Red Hat is the best known company using open source as its main business strategy. With being a strong competitor for proprietary software providers Red Hat has gained lots of critique but also fought aggressively against software patenting. Red Hat is world's leading open source and Linux provider. Its Open Source strategy provides customers with plan for building infrastructures that are based on open source technologies with focus on security and ease of management.

Another company using free software and commecial know-how is Canonical - the commercial sponsor for Ubuntu. Its mission lies in realising the potential of free software and supporting it through high quality professional services, input to its further development and community. Canonical offers full scale of commercial services to help businesses benefit from Ubuntu and Free Software. Among all services there is custom engineering, support, training and certification.

All above-mentioned companies use open source products for their business, they also carry the mission to support and develop open source software and contribute to the communities. On the same time they make profit, help other businesses profit from their services and also work for the ongoing innovation and free development of software as they find patenting slowing down the process.

Copyleft

What is copyleft and its variants?

Copyleft is characteristic of some free licencies for software, art, music or other creations. Copyleft has different versions according to the distribution and freedom terms attached to it. The types are strong, weak and non-copyleft. Work under strong copyleft license may not be used as a part of a project or work with other type of license that is not compatible with the strong copyleft. Weak copyleft on the other hand, allows linked works be licensed under other types of licenses whereas the changes made to the work under weak copyleft must be licensed as weak copyleft. Non-copyleft free licenses allow producing proprietary work.

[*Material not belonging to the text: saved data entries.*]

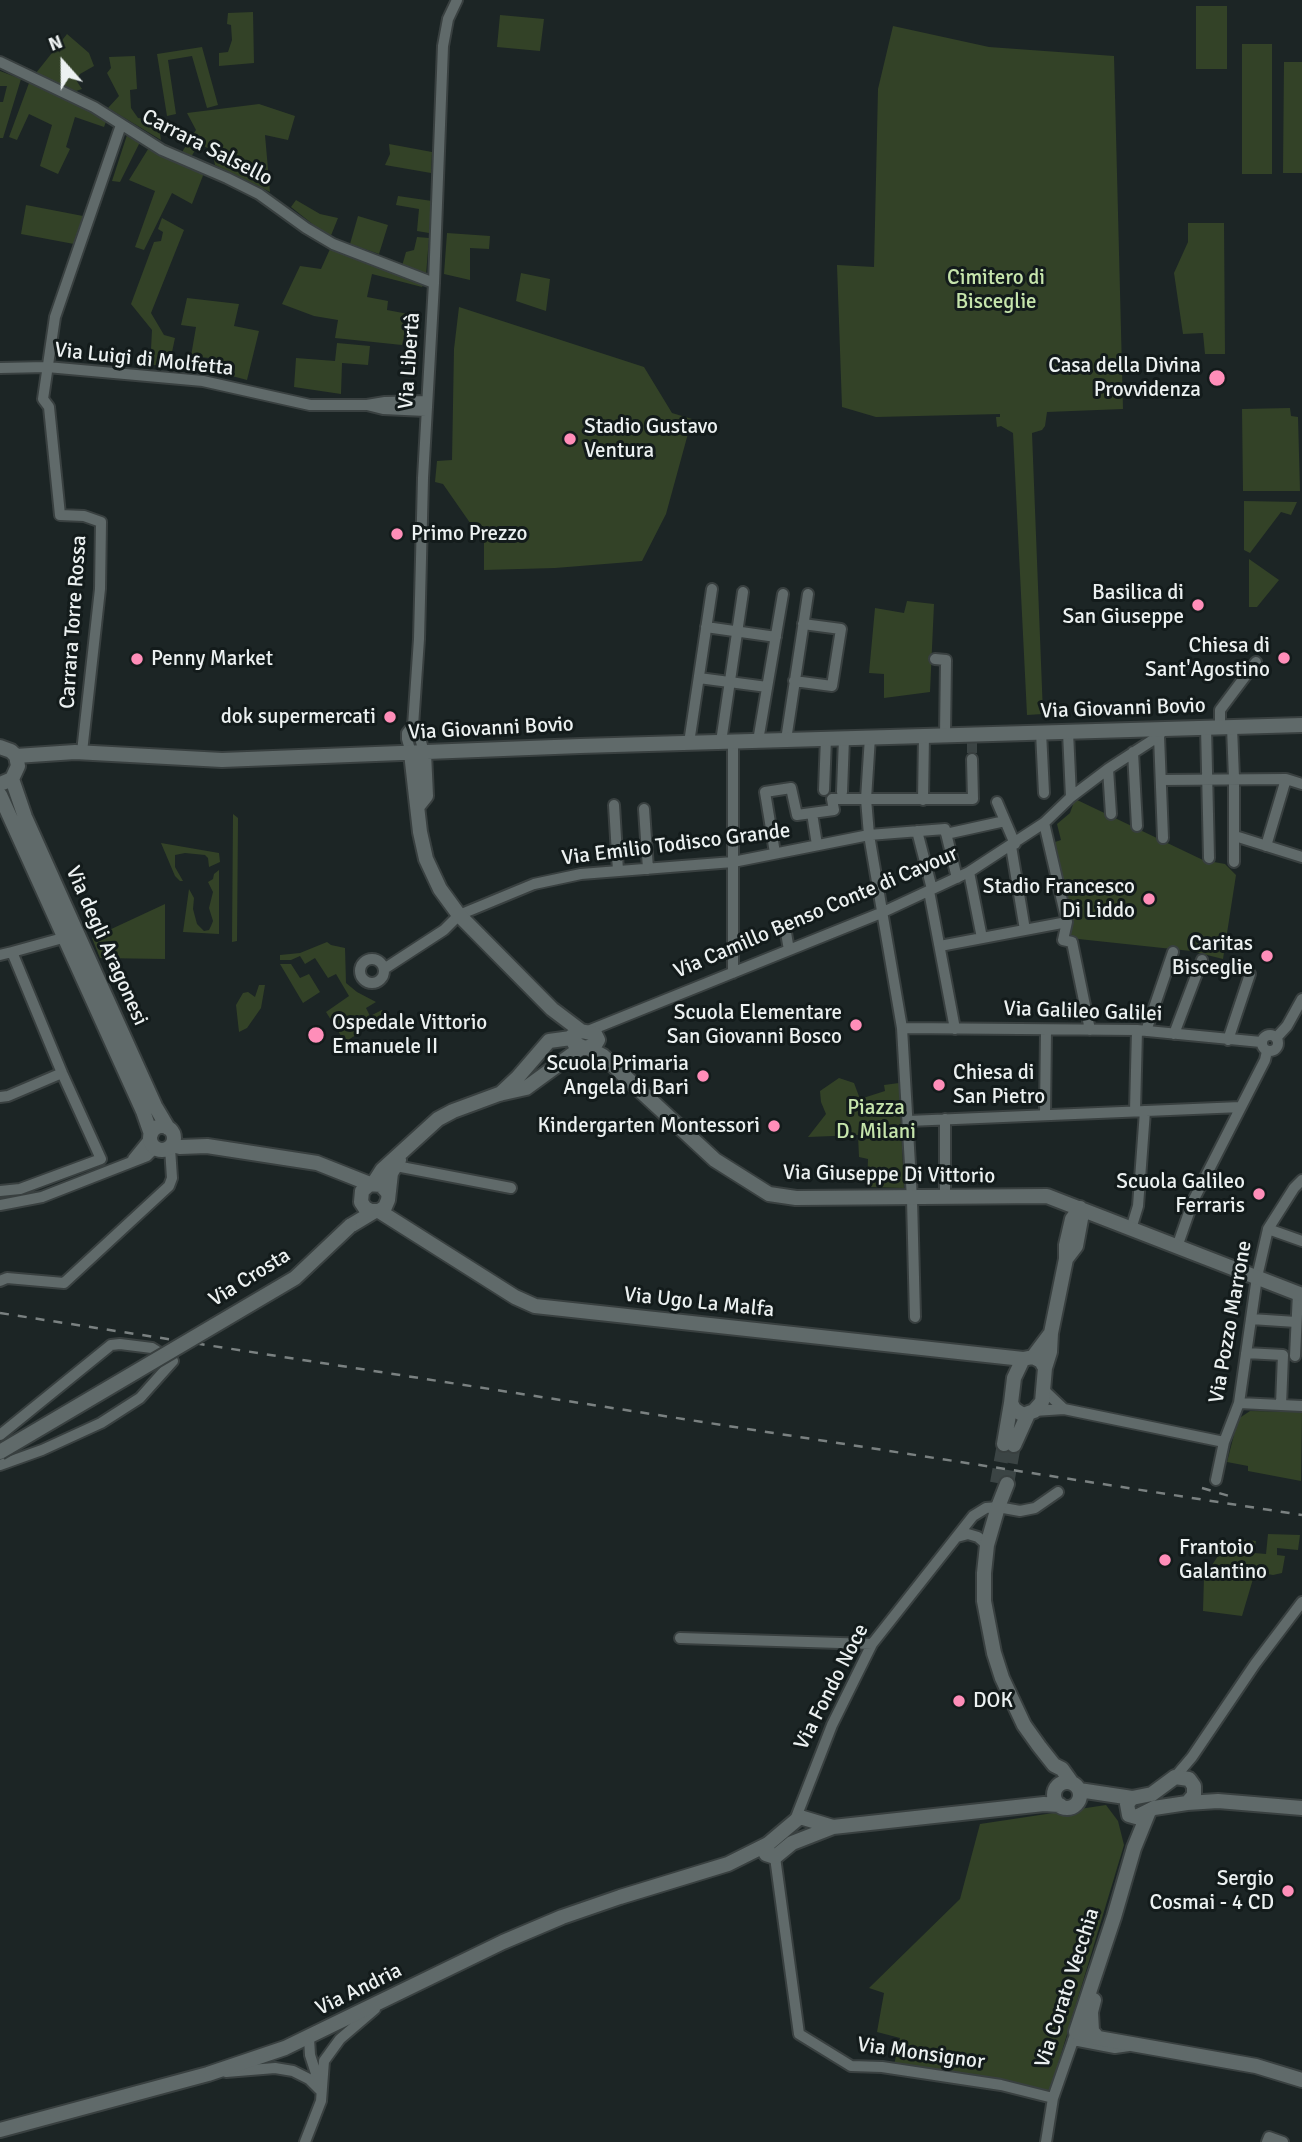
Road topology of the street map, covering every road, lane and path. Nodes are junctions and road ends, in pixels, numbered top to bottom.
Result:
1 (453, 1) edge
2 (0, 62) edge
3 (121, 125) junction
4 (434, 283) junction
5 (47, 367) junction
6 (0, 368) edge
7 (426, 406) junction
8 (712, 589) dead end
9 (743, 592) dead end
10 (783, 594) dead end
11 (808, 594) dead end
12 (803, 624) junction
13 (706, 626) junction
14 (737, 631) junction
15 (776, 637) junction
16 (934, 659) dead end
17 (1256, 662) dead end
18 (699, 678) junction
19 (794, 681) junction
20 (730, 682) junction
21 (767, 687) junction
22 (1300, 723) edge
23 (1220, 727) junction
24 (1041, 732) junction
25 (1068, 732) junction
26 (1161, 732) junction
27 (925, 735) junction
28 (946, 735) junction
29 (844, 737) junction
30 (870, 737) junction
31 (826, 738) junction
32 (786, 740) junction
33 (758, 741) junction
34 (727, 742) junction
35 (689, 743) junction
36 (0, 747) edge
37 (79, 752) junction
38 (1133, 752) junction
39 (418, 753) junction
40 (972, 759) tunnel mouth
41 (1108, 769) junction
42 (11, 771) edge
43 (1234, 778) junction
44 (1207, 779) junction
45 (1286, 779) junction
46 (1162, 780) junction
47 (1302, 784) edge
48 (824, 790) dead end
49 (842, 793) dead end
50 (1044, 793) dead end
51 (0, 795) edge
52 (1071, 797) junction
53 (866, 799) junction
54 (923, 800) junction
55 (997, 802) dead end
56 (614, 805) dead end
57 (644, 809) dead end
58 (811, 813) junction
59 (1111, 814) dead end
60 (1004, 821) junction
61 (1044, 823) junction
62 (1138, 826) dead end
63 (917, 831) junction
64 (945, 832) junction
65 (869, 835) junction
66 (1235, 836) junction
67 (1163, 838) dead end
68 (817, 845) junction
69 (1013, 845) junction
70 (1266, 846) junction
71 (775, 853) junction
72 (1302, 857) edge
73 (1209, 858) dead end
74 (733, 862) junction
75 (1234, 862) dead end
76 (648, 869) junction
77 (618, 871) junction
78 (969, 872) junction
79 (957, 878) junction
80 (930, 890) junction
81 (881, 913) junction
82 (459, 915) junction
83 (1067, 922) junction
84 (785, 927) dead end
85 (1025, 930) junction
86 (70, 936) junction
87 (982, 938) junction
88 (940, 946) junction
89 (789, 950) junction
90 (12, 952) junction
91 (1173, 952) dead end
92 (0, 955) edge
93 (1202, 960) dead end
94 (384, 969) dead end
95 (733, 973) junction
96 (1250, 974) dead end
97 (1302, 999) edge
98 (555, 1012) junction
99 (902, 1028) junction
100 (955, 1029) junction
101 (1046, 1030) junction
102 (1090, 1030) junction
103 (1141, 1031) junction
104 (1174, 1034) junction
105 (1228, 1040) junction
106 (549, 1041) junction
107 (586, 1041) junction
108 (1264, 1047) junction
109 (62, 1073) junction
110 (499, 1094) junction
111 (0, 1097) edge
112 (1241, 1107) junction
113 (1140, 1111) junction
114 (1045, 1115) junction
115 (945, 1119) junction
116 (908, 1121) junction
117 (162, 1140) junction
118 (399, 1160) junction
119 (1302, 1180) edge
120 (511, 1188) dead end
121 (0, 1191) edge
122 (388, 1195) junction
123 (370, 1198) junction
124 (945, 1198) junction
125 (912, 1199) junction
126 (0, 1205) edge
127 (1080, 1209) junction
128 (1268, 1228) junction
129 (1131, 1229) junction
130 (414, 1234) junction
131 (1302, 1241) edge
132 (1177, 1247) junction
133 (1257, 1278) junction
134 (0, 1281) edge
135 (1300, 1294) edge
136 (915, 1317) dead end
137 (1251, 1319) junction
138 (1296, 1322) junction
139 (1051, 1333) junction
140 (1246, 1353) junction
141 (998, 1356) junction
142 (1293, 1356) edge
143 (1028, 1358) junction
144 (1045, 1368) junction
145 (1014, 1378) junction
146 (1044, 1390) junction
147 (1011, 1403) junction
148 (1239, 1403) junction
149 (1282, 1405) junction
150 (1302, 1406) edge
151 (1064, 1409) junction
152 (1031, 1412) junction
153 (0, 1435) edge
154 (1224, 1442) junction
155 (0, 1452) edge
156 (0, 1465) edge
157 (1216, 1480) dead end
158 (1002, 1483) tunnel mouth
159 (1058, 1492) dead end
160 (998, 1507) junction
161 (957, 1537) junction
162 (988, 1545) junction
163 (1302, 1602) edge
164 (680, 1638) dead end
165 (872, 1644) junction
166 (1192, 1757) junction
167 (1054, 1765) junction
168 (1175, 1777) junction
169 (1193, 1784) junction
170 (1076, 1792) junction
171 (1054, 1798) junction
172 (1218, 1801) junction
173 (1187, 1803) junction
174 (1129, 1808) junction
175 (1302, 1808) edge
176 (1149, 1811) junction
177 (795, 1820) junction
178 (812, 1821) junction
179 (833, 1827) junction
180 (811, 1837) junction
181 (1134, 1848) junction
182 (772, 1853) junction
183 (1104, 1948) junction
184 (387, 1999) junction
185 (1074, 2036) junction
186 (309, 2038) junction
187 (1098, 2038) junction
188 (1135, 2044) junction
189 (324, 2061) junction
190 (208, 2074) junction
191 (1302, 2080) edge
192 (321, 2091) junction
193 (1053, 2098) junction
194 (0, 2130) edge
195 (305, 2142) edge
196 (1046, 2142) edge
197 (1267, 2142) edge
198 (1283, 2142) edge

1 - 4 street, Via Libertà
2 - 3 street, Carrara Salsello
3 - 4 street, Carrara Salsello
3 - 5 street, Carrara Torre Rossa
4 - 7 street, Via Libertà
5 - 6 street, Via Luigi di Molfetta
5 - 7 street, Via Luigi di Molfetta
5 - 37 street, Carrara Torre Rossa
7 - 39 street, Via Libertà
8 - 13 street
9 - 14 street
10 - 15 street
11 - 12 street
12 - 19 street
12 - 19 street
13 - 14 street
13 - 18 street
14 - 15 street
14 - 20 street
15 - 21 street
16 - 28 street
17 - 23 street
18 - 20 street
18 - 35 street
19 - 32 street
20 - 21 street
20 - 34 street
21 - 33 street
22 - 23 street, Via Giovanni Bovio
23 - 26 street, Via Giovanni Bovio
23 - 43 street
23 - 44 street
24 - 25 street, Via Giovanni Bovio
24 - 28 street, Via Giovanni Bovio
24 - 50 street
25 - 26 street, Via Giovanni Bovio
25 - 52 street
26 - 38 street, Via Camillo Benso Conte di Cavour
26 - 46 street
27 - 28 street, Via Giovanni Bovio
27 - 30 street, Via Giovanni Bovio
27 - 54 street
29 - 30 street, Via Giovanni Bovio
29 - 31 street, Via Giovanni Bovio
29 - 49 street
30 - 53 street
31 - 32 street, Via Giovanni Bovio
31 - 48 street
32 - 33 street, Via Giovanni Bovio
33 - 34 street, Via Giovanni Bovio
34 - 35 street, Via Giovanni Bovio
34 - 74 street
35 - 39 street, Via Giovanni Bovio
36 - 42 street
37 - 39 street, Via Giovanni Bovio
37 - 42 street, Via Giovanni Bovio
38 - 41 street, Via Camillo Benso Conte di Cavour
38 - 62 street
39 - 82 street, Via Giuseppe Di Vittorio
40 - 54 street
41 - 52 street, Via Camillo Benso Conte di Cavour
41 - 59 street
42 - 86 street, Via degli Aragonesi
43 - 44 street
43 - 45 street
43 - 66 street
44 - 46 street
44 - 73 street
45 - 47 street
45 - 70 street
46 - 67 street
51 - 86 street, Via degli Aragonesi
52 - 61 street, Via Camillo Benso Conte di Cavour
53 - 54 street
53 - 58 street
53 - 65 street
55 - 60 street
56 - 77 street
57 - 76 street
58 - 68 street
58 - 71 street
60 - 64 street, Via Emilio Todisco Grande
60 - 69 street
61 - 69 street, Via Camillo Benso Conte di Cavour
61 - 83 street
63 - 64 street, Via Emilio Todisco Grande
63 - 65 street, Via Emilio Todisco Grande
63 - 80 street
64 - 79 street
65 - 68 street, Via Emilio Todisco Grande
65 - 81 street
66 - 70 street
66 - 75 street
68 - 71 street, Via Emilio Todisco Grande
69 - 78 street, Via Camillo Benso Conte di Cavour
69 - 85 street
70 - 72 street
71 - 74 street, Via Emilio Todisco Grande
74 - 76 street, Via Emilio Todisco Grande
74 - 95 street
76 - 77 street, Via Emilio Todisco Grande
77 - 82 street, Via Emilio Todisco Grande
78 - 79 street, Via Camillo Benso Conte di Cavour
78 - 87 street
79 - 80 street, Via Camillo Benso Conte di Cavour
80 - 81 street, Via Camillo Benso Conte di Cavour
80 - 88 street
81 - 89 street, Via Camillo Benso Conte di Cavour
81 - 99 street
82 - 94 street, Via Emilio Todisco Grande
82 - 98 street, Via Giuseppe Di Vittorio
83 - 85 street
83 - 102 street
84 - 89 street
85 - 87 street
86 - 90 street
86 - 117 street, Via degli Aragonesi
87 - 88 street
88 - 100 street
89 - 95 street, Via Camillo Benso Conte di Cavour
90 - 92 street
90 - 109 street
91 - 103 street
93 - 104 street
95 - 107 street, Via Camillo Benso Conte di Cavour
96 - 105 street
97 - 108 street, Via Galileo Galilei
98 - 106 street
98 - 107 street, Via Giuseppe Di Vittorio
99 - 100 street, Via Galileo Galilei
99 - 116 street
100 - 101 street, Via Galileo Galilei
101 - 102 street, Via Galileo Galilei
101 - 114 street
102 - 103 street, Via Galileo Galilei
103 - 104 street, Via Galileo Galilei
103 - 113 street
104 - 105 street, Via Galileo Galilei
105 - 108 street, Via Galileo Galilei
106 - 107 street
106 - 110 street, Via Camillo Benso Conte di Cavour
107 - 110 street, Via Camillo Benso Conte di Cavour
107 - 125 street, Via Giuseppe Di Vittorio
108 - 112 street
109 - 111 street
109 - 121 street
110 - 118 street, Via Camillo Benso Conte di Cavour
112 - 113 street
112 - 132 street
113 - 114 street
113 - 129 street
114 - 115 street
115 - 116 street
115 - 124 street
116 - 125 street
117 - 123 street
117 - 126 street
117 - 134 street
118 - 120 street
118 - 122 street
118 - 123 street
119 - 128 street, Via Pozzo Marrone
122 - 123 street
122 - 130 street
123 - 130 street, Via Ugo La Malfa
123 - 155 street, Via Crosta, bridge
124 - 125 street, Via Giuseppe Di Vittorio
124 - 127 street, Via Giuseppe Di Vittorio
125 - 136 street
127 - 129 street, Via Giuseppe Di Vittorio
127 - 139 street
128 - 131 street
128 - 133 street, Via Pozzo Marrone
129 - 132 street, Via Giuseppe Di Vittorio
130 - 141 street, Via Ugo La Malfa
132 - 133 street, Via Giuseppe Di Vittorio
133 - 135 street, Via Giuseppe Di Vittorio
133 - 137 street, Via Pozzo Marrone
135 - 138 street
137 - 138 street
137 - 140 street, Via Pozzo Marrone
138 - 142 street
139 - 143 street
139 - 144 street
140 - 142 street
140 - 148 street, Via Pozzo Marrone
141 - 143 street, Via Ugo La Malfa
141 - 145 street
142 - 149 street
143 - 144 street
143 - 145 street
144 - 146 street
145 - 147 street
146 - 151 street
146 - 152 street
147 - 152 street
147 - 152 street
148 - 149 street
148 - 154 street, Via Pozzo Marrone
149 - 150 street
151 - 152 street
151 - 154 street
153 - 156 street
154 - 157 street, Via Pozzo Marrone
158 - 160 street
159 - 160 street
160 - 161 street, Via Fondo Noce
160 - 162 street
161 - 162 street
161 - 165 street, Via Fondo Noce
162 - 167 street
163 - 166 street
164 - 165 street
165 - 177 street, Via Fondo Noce
166 - 168 street
166 - 169 street
167 - 170 street
167 - 171 street
168 - 169 street
168 - 174 street
169 - 172 street
169 - 173 street
170 - 171 street
170 - 171 street
170 - 174 street
171 - 179 street
172 - 173 street
172 - 175 street
173 - 176 street
174 - 176 street
174 - 181 street, Via Corato Vecchia
176 - 181 street, Via Corato Vecchia
177 - 178 street
177 - 182 street, Via Fondo Noce
178 - 179 street
178 - 180 street
179 - 180 street
180 - 182 street
181 - 183 street, Via Corato Vecchia
182 - 184 street, Via Andria
182 - 193 street, Via Monsignor
183 - 185 street, Via Corato Vecchia
183 - 187 street
184 - 186 street, Via Andria
184 - 189 street
185 - 187 street
185 - 188 street
185 - 193 street, Via Corato Vecchia
186 - 189 street
186 - 190 street, Via Andria
186 - 192 street
187 - 188 street
188 - 191 street
189 - 192 street
190 - 192 street
190 - 194 street, Via Andria
192 - 195 street
193 - 196 street, Via Corato Vecchia
197 - 198 street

The best known real-life example of strong copyleft is GNU Public License. Weak copyleft licensed example is GNU Lesser General Public License and also Mozilla Public License. The first use of non-copyleft license was with Berkeley Software Distribution for the first free Unix. From there on the license is often named BSD-like free license. Under this category is also Apache License.

Monday, February 1, 2010

The Battle for Westnoth first review

As asked in the Open Source Management course I have started to play The Battle for Westnoth a bit. I have got acquainted to it through the tutorials and also tried out some campaigns. The beginning was rather rough but I guess it is normal for an unexperienced player.

My first impression was not very positive as I am not a great fan of games like that at all. But what I was wrong about, was the way it really works. The idea that you can take as much time to think through your next step as you need was surprising. I thought that time matters. So I discovered that it gives a great challenge to strategical thinking.

The game has a set of characters and settings that form the whole thing and I need some more time to realise the possibilities and complexity of it. I will go on discovering the strategy and the possibilities in the game. After making bigger efforts to playing, I will try out some simple modifications in code and also designing new maps.

Even if not being such a fan of playing games, I am excited about the outcome of our team work as well as the whole course. The game and the additions or modifications to be done will surely be teaching us the OSM through a very realistic experience.

FSF vs OSI

Free Software Foundation and Open Source Initiation - the two terms have evolved from the same principle - being against the proprietary software. While being on the same side in this matter, the two movements differ in basic principles. The FSF stresses the freedom and is therefore not willing to be connected to OSI from which mentioning freedom has dropped out.

There has been a lot of buzz around the terms used. Both movements question the choice of the other's name as they were confusing and not clearly presenting the main idea of the movement. "Open source" initiators proposed to replace free software with open source everywhere but Richard Stallman has been against it and insists on standing for the concept of freedom.

A difference also lies in the use of licenses - OSI has accepted some licenses that FSF would not approve. Nevertheless, the main contradiction is in the philosophy and other values besides the question which should the software development really look like.

All in all my opinion is that the movements aimed the same until one started fighting/standing for the idea of freedom and the other went more realistic and practical way to support the same type of software development. Free software is a social movement, open source is a development methodology and this makes the change between the way those movements act and which are their aims.